Pour déjouer ces poissons, on se sert principalement de morceaux de foie et de crevettes qu’on installe sur une ligne artisanale suspendue au plafond. La corde à pêche est entourée sur des clous qui servent de porte-fil. Il suffit de dérouler la quantité nécessaire pour présenter le tout près du fond. Le pourvoyeur attache une allumette en bois sur le fil, qui sert de système d’alarme visuel pour détecter les touches.

Il ne reste plus qu’à ferrer et à soutirer les poissons. On les fait ensuite geler à l’extérieur. D’excellentes recettes sont suggérées sur le site lespetitspoissons.ca. Si vous ne souhaitez pas les ramener, ils ne seront pas gaspillés, mais plutôt remis à des banques alimentaires. 

La pêche

Les adeptes qui s’y rendront n’ont pas besoin de permis de pêche. Retenez aussi qu’il n’y a pas de saison ni de limite de captures. 

Les périodes de location de cabane se déroulent habituellement entre 8 h et 18 h, et ce, 7 jours sur 7. Sachez qu’entre chaque visite tout est désinfecté pour respecter les diverses normes sanitaires. Malheureusement, pour l’instant, à cause du couvre-feu, les organisateurs ont dû annuler l’horaire de nuit entre 20 h et 6 h. En semaine, il en coûte 25 $ par adulte et 12,50 $ par enfant de 6 à 12 ans. Ce prix est majoré à 35 $ et à 20 $ lors des week-ends.
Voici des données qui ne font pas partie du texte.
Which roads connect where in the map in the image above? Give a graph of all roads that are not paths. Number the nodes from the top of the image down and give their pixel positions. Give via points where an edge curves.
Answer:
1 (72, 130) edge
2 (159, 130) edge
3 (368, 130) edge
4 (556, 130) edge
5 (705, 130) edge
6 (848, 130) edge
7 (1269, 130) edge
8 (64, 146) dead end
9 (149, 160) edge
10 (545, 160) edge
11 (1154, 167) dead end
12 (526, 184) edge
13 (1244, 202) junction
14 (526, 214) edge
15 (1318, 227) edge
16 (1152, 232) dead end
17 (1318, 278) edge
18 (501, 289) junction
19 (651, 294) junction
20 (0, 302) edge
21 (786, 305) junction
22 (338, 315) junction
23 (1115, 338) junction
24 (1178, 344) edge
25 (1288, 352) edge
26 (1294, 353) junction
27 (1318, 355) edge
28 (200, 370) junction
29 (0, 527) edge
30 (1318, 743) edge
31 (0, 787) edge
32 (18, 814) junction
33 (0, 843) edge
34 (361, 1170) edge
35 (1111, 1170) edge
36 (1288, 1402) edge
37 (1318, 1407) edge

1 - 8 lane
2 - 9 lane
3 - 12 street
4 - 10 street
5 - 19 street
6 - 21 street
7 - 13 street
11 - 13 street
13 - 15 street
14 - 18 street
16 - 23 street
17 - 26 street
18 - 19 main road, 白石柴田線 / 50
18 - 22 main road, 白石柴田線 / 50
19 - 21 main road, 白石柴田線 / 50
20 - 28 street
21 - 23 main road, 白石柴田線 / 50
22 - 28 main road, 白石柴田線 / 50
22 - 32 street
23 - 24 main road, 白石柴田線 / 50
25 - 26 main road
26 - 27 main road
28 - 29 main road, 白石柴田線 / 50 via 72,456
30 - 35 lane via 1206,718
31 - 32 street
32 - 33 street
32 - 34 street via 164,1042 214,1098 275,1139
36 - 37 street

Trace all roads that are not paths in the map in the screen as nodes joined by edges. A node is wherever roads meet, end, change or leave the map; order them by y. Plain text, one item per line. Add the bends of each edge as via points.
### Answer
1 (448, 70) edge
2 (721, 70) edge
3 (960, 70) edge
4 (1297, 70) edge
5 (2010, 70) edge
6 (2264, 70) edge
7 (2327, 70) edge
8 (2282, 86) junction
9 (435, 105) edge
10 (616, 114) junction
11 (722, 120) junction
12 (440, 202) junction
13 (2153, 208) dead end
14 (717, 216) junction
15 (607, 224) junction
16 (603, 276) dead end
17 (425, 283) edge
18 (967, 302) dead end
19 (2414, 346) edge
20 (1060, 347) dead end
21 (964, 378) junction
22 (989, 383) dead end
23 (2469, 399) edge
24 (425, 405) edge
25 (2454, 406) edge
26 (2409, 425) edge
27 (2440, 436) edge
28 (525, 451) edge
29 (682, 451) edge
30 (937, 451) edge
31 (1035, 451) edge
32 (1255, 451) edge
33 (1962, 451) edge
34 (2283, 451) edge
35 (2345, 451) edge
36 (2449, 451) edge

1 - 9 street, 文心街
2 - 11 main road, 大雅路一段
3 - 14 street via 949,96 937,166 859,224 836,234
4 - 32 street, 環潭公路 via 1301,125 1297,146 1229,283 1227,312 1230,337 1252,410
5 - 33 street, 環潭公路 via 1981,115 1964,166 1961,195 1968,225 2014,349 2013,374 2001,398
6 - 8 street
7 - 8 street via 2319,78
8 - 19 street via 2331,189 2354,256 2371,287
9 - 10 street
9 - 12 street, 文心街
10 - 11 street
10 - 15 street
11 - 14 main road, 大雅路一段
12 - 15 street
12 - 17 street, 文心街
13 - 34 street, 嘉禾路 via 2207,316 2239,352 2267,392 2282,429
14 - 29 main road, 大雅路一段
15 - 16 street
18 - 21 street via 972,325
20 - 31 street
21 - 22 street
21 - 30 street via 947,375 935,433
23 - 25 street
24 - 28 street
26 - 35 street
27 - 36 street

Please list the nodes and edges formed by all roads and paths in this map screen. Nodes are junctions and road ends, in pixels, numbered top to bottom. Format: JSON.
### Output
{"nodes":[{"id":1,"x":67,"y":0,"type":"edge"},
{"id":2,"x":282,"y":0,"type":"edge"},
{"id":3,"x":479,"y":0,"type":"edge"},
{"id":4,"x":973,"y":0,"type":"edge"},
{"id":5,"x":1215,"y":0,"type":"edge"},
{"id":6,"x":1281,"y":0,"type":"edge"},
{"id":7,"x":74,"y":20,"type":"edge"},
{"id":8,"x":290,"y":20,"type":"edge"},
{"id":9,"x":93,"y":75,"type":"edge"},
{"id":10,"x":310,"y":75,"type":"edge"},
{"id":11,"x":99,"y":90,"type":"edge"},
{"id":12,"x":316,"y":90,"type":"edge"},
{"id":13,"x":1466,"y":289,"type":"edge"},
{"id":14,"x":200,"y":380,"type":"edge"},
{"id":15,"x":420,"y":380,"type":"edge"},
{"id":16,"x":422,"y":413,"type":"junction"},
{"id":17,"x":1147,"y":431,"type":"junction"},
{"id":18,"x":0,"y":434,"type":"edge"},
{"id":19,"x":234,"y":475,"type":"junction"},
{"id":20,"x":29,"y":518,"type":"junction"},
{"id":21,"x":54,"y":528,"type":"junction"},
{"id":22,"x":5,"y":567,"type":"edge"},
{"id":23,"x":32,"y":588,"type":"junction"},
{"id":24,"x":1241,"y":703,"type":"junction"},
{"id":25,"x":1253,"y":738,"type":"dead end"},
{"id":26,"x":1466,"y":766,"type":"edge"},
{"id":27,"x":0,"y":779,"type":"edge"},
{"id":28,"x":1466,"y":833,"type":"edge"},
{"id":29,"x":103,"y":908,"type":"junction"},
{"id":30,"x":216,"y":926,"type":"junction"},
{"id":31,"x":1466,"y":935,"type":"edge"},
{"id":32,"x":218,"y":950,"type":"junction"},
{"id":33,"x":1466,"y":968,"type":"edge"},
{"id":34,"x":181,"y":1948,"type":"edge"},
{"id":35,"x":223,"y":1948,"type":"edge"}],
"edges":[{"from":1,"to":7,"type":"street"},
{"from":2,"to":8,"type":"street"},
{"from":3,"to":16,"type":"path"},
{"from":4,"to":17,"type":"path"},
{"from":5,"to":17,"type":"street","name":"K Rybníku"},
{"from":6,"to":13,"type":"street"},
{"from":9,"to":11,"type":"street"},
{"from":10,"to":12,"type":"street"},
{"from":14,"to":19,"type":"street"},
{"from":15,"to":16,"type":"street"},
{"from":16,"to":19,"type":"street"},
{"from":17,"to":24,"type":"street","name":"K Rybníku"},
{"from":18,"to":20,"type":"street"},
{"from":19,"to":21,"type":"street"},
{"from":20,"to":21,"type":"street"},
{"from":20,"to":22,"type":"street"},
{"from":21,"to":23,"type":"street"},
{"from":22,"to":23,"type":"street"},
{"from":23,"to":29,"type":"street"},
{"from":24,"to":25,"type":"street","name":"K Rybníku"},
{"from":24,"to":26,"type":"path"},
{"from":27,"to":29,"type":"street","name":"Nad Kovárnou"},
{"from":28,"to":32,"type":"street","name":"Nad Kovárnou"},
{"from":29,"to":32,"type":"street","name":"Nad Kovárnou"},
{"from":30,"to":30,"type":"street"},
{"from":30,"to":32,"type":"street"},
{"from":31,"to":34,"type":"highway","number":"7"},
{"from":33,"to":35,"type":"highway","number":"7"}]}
L’accès est toujours gratuit pour les jeunes de 0 à 5 ans.

Aux dernières nouvelles, les autorités gouvernementales permettaient l’accès aux personnes provenant d’une bulle familiale qui peut être accompagnée d’une personne vivant seule qui pourrait, le cas échéant, être accompagnée de ses propres enfants.